Studying macromolecular complexes by enhanced cross-linking mass spectrometry and modeling approaches

Abstract

The ability of mass spectrometry (MS)-based proteomics to identify and quantify thousands of proteins has fundamentally altered the way in which biological systems are studied today. Whether individual proteins, protein-protein interactions (PPIs) or system-wide studies of whole organisms, all levels of biological complexity can be addressed using different MS-based approaches. Chemical cross-linking coupled to mass spectrometry (XL-MS) is an increasingly relevant method designed for detecting PPIs and can provide useful information for modelling 3D structures of proteins and protein complexes. The general approach of XL-MS fundamentally relies on covalent bond formation facilitated by cross-linking reagents between proximal functional groups, typically amino acid residues within proteins.
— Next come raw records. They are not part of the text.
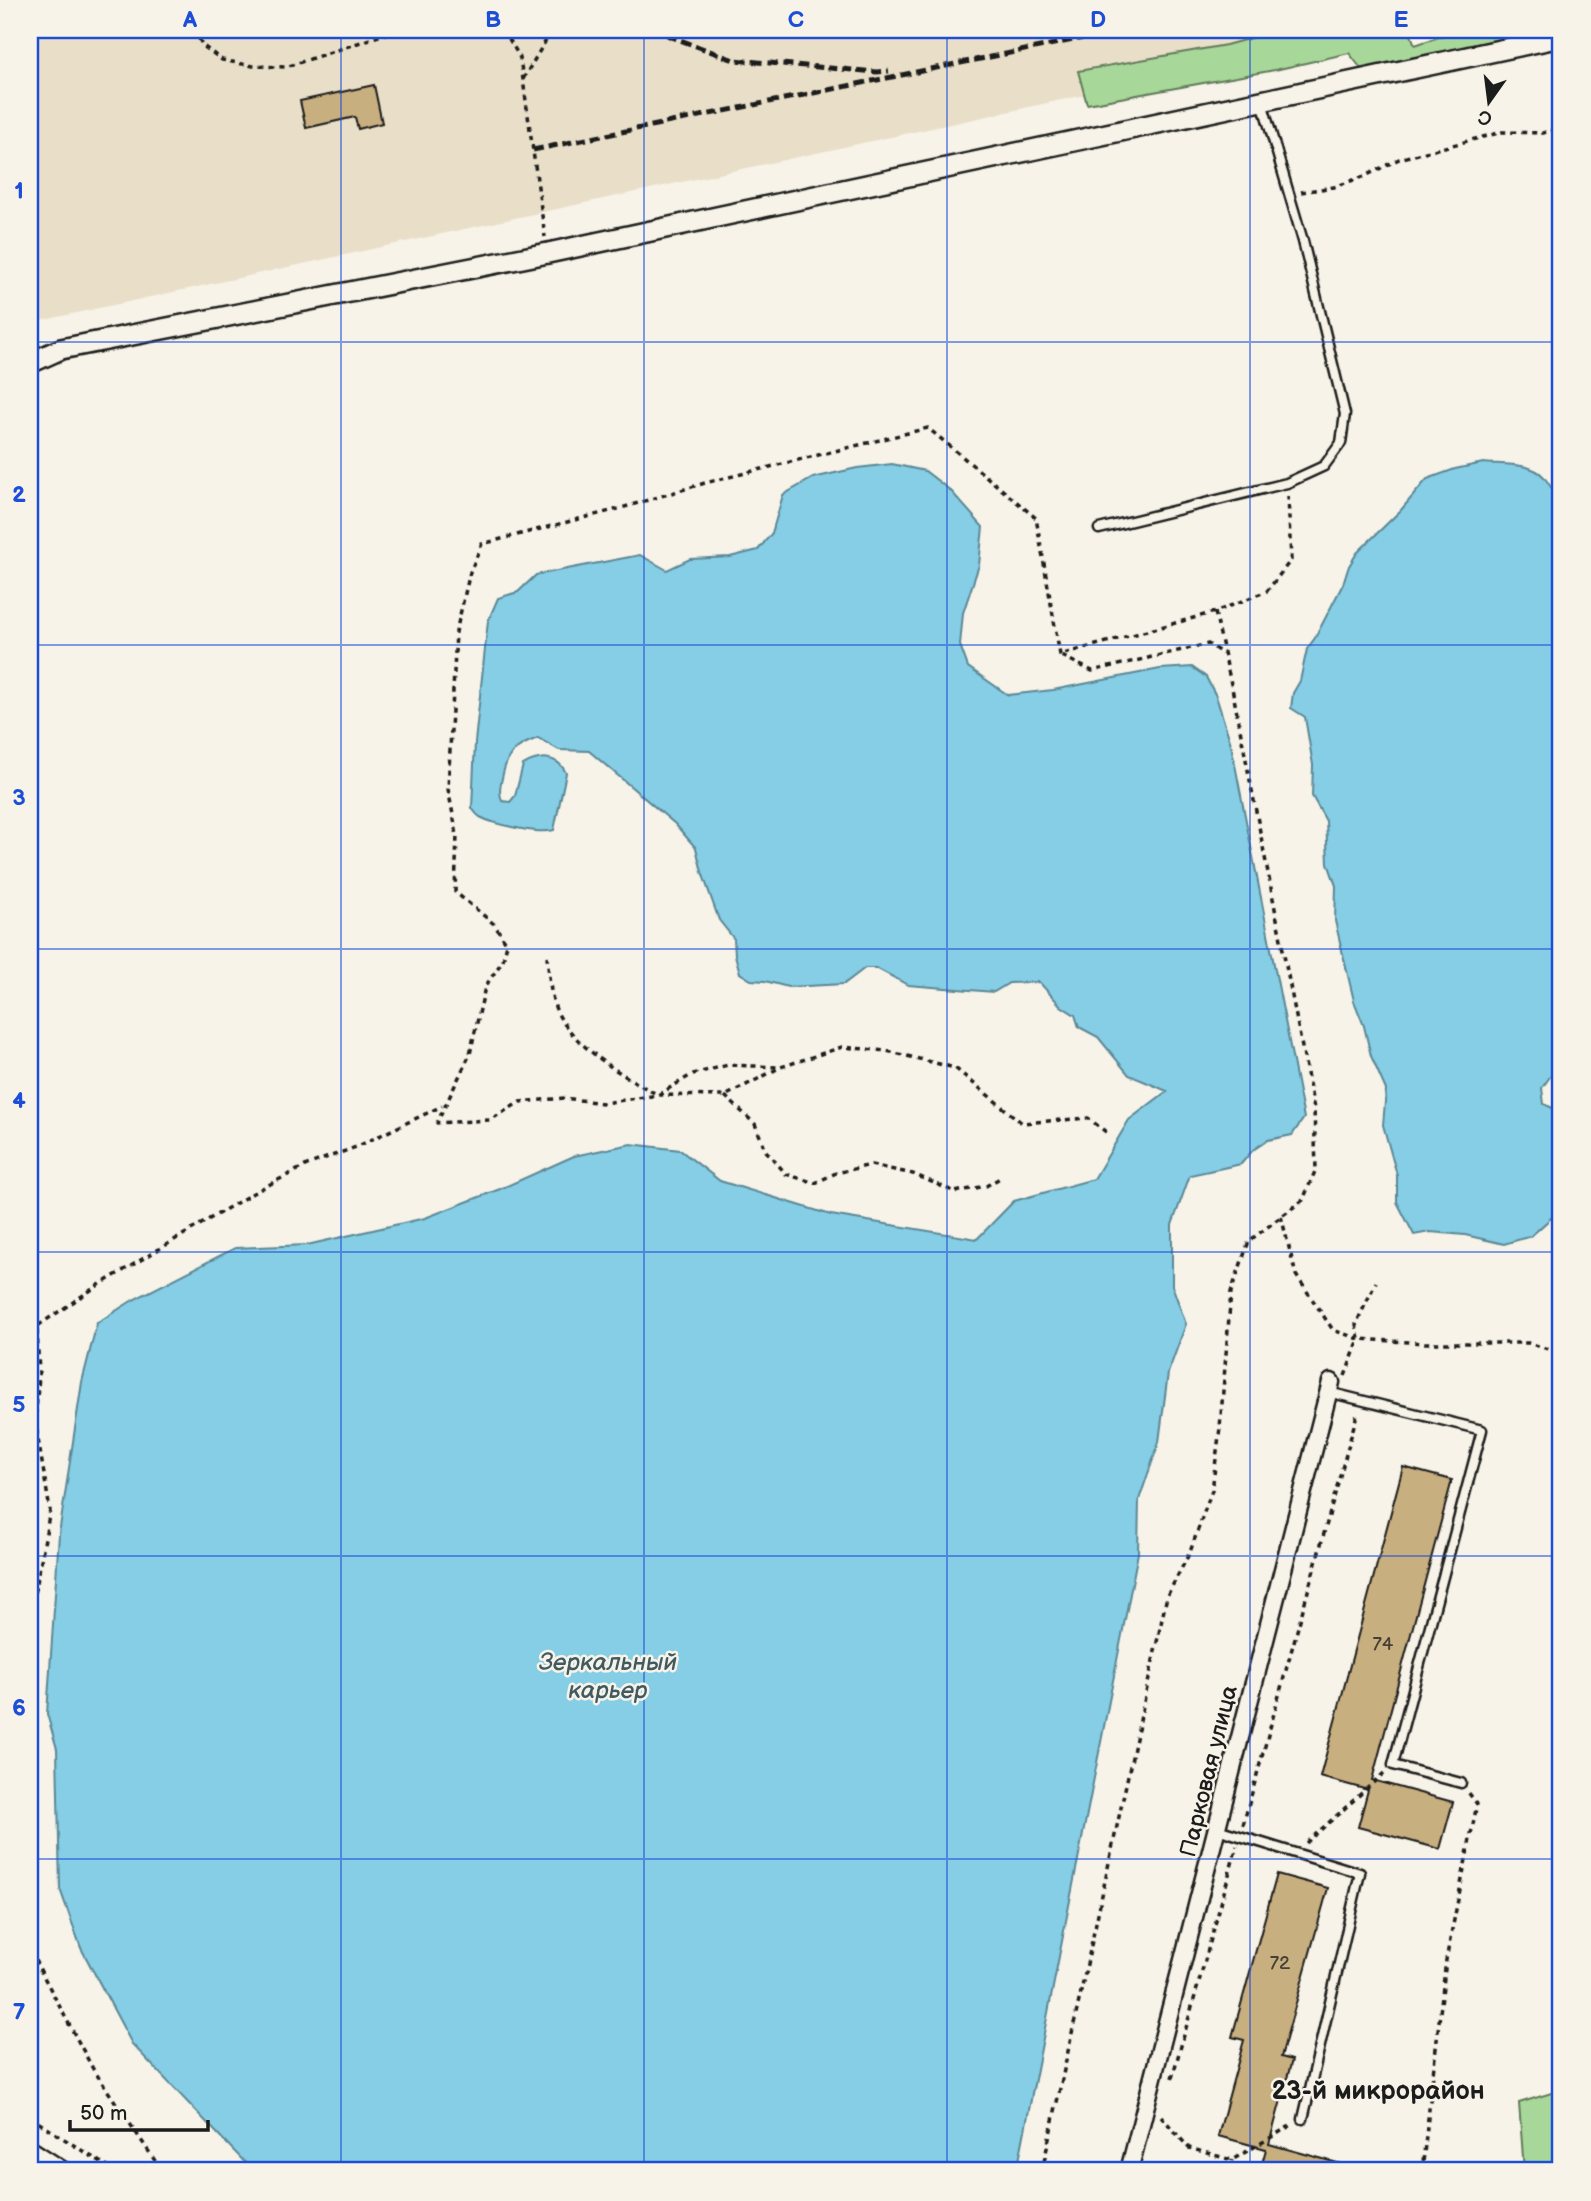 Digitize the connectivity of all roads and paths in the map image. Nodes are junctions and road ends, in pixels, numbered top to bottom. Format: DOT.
graph roads {
  1 [pos="194,30"];
  2 [pos="397,30"];
  3 [pos="504,30"];
  4 [pos="552,30"];
  5 [pos="1561,37"];
  6 [pos="523,79"];
  7 [pos="1262,102"];
  8 [pos="1561,127"];
  9 [pos="1289,194"];
  10 [pos="548,253"];
  11 [pos="30,363"];
  12 [pos="1287,483"];
  13 [pos="1099,528"];
  14 [pos="1215,612"];
  15 [pos="1224,654"];
  16 [pos="1060,655"];
  17 [pos="547,956"];
  18 [pos="781,1067"];
  19 [pos="658,1095"];
  20 [pos="725,1096"];
  21 [pos="444,1105"];
  22 [pos="1106,1132"];
  23 [pos="1000,1178"];
  24 [pos="1281,1216"];
  25 [pos="1376,1282"];
  26 [pos="37,1326"];
  27 [pos="30,1331"];
  28 [pos="1359,1339"];
  29 [pos="1561,1353"];
  30 [pos="1329,1387"];
  31 [pos="1361,1400"];
  32 [pos="30,1622"];
  33 [pos="1393,1765"];
  34 [pos="1461,1783"];
  35 [pos="1217,1829"];
  36 [pos="1240,1836"];
  37 [pos="1295,1853"];
  38 [pos="30,1951"];
  39 [pos="1171,2081"];
  40 [pos="1165,2105"];
  41 [pos="1161,2116"];
  42 [pos="30,2117"];
  43 [pos="1303,2119"];
  44 [pos="1158,2127"];
  45 [pos="30,2151"];
  46 [pos="1232,2160"];
  47 [pos="61,2171"];
  48 [pos="114,2171"];
  49 [pos="162,2171"];
  50 [pos="1042,2171"];
  51 [pos="1129,2171"];
  52 [pos="1230,2171"];
  53 [pos="1422,2171"];
  1 -- 2 [label="path"];
  3 -- 6 [label="path"];
  4 -- 6 [label="path"];
  5 -- 7 [label="street"];
  6 -- 10 [label="path"];
  7 -- 9 [label="lane"];
  7 -- 10 [label="street"];
  8 -- 9 [label="path"];
  9 -- 12 [label="lane"];
  10 -- 11 [label="street"];
  12 -- 13 [label="lane"];
  12 -- 14 [label="path"];
  14 -- 15 [label="path"];
  14 -- 16 [label="path"];
  15 -- 16 [label="path"];
  15 -- 24 [label="path"];
  16 -- 21 [label="path"];
  17 -- 19 [label="path"];
  18 -- 19 [label="path"];
  18 -- 20 [label="path"];
  18 -- 22 [label="path"];
  19 -- 20 [label="path"];
  19 -- 21 [label="path"];
  20 -- 23 [label="path"];
  21 -- 26 [label="path"];
  24 -- 28 [label="path"];
  24 -- 50 [label="path"];
  25 -- 28 [label="path"];
  26 -- 27 [label="path"];
  26 -- 32 [label="path"];
  28 -- 29 [label="path"];
  28 -- 30 [label="path"];
  30 -- 31 [label="lane"];
  30 -- 35 [label="street, Парковая улица"];
  31 -- 33 [label="lane"];
  31 -- 36 [label="path"];
  33 -- 34 [label="lane"];
  33 -- 37 [label="path"];
  34 -- 53 [label="path"];
  35 -- 36 [label="lane"];
  35 -- 51 [label="street, Парковая улица"];
  36 -- 37 [label="lane"];
  36 -- 39 [label="path"];
  37 -- 43 [label="lane"];
  38 -- 49 [label="path"];
  40 -- 41 [label="path"];
  41 -- 44 [label="path"];
  41 -- 46 [label="path"];
  42 -- 48 [label="path"];
  43 -- 46 [label="path"];
  45 -- 47 [label="street"];
  46 -- 52 [label="path"];
}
Identification and quantification of cross-linked peptides from MS are performed using specialized software tools such as xQuest and pLink. The resulting cross-linking data can subsequently be leveraged to localize protein domains within structural modeling platforms, such as the Integrative Modeling Platform (IMP). Nevertheless, effective identification and characterization of PPIs via XL-MS in a cellular context remains challenging. Significant hurdles include limited membrane permeability of conventional cross-linkers, the complexity and potential errors associated with peptide assignment, and insufficient integration between experimental datasets and artificial intelligence (AI)-based protein structure predictions for modeling of protein complexes. To address these problems, the approach of XL-MS was extended in multiple directions in this cumulative thesis, i) by the synthesis and application of a new cross-linker, ii) an optimized filter to enhance accuracy of XL-MS data and iii) by combining cross-linking data with AI-based structural prediction within IMP to enhance the precise modeling of protein complexes.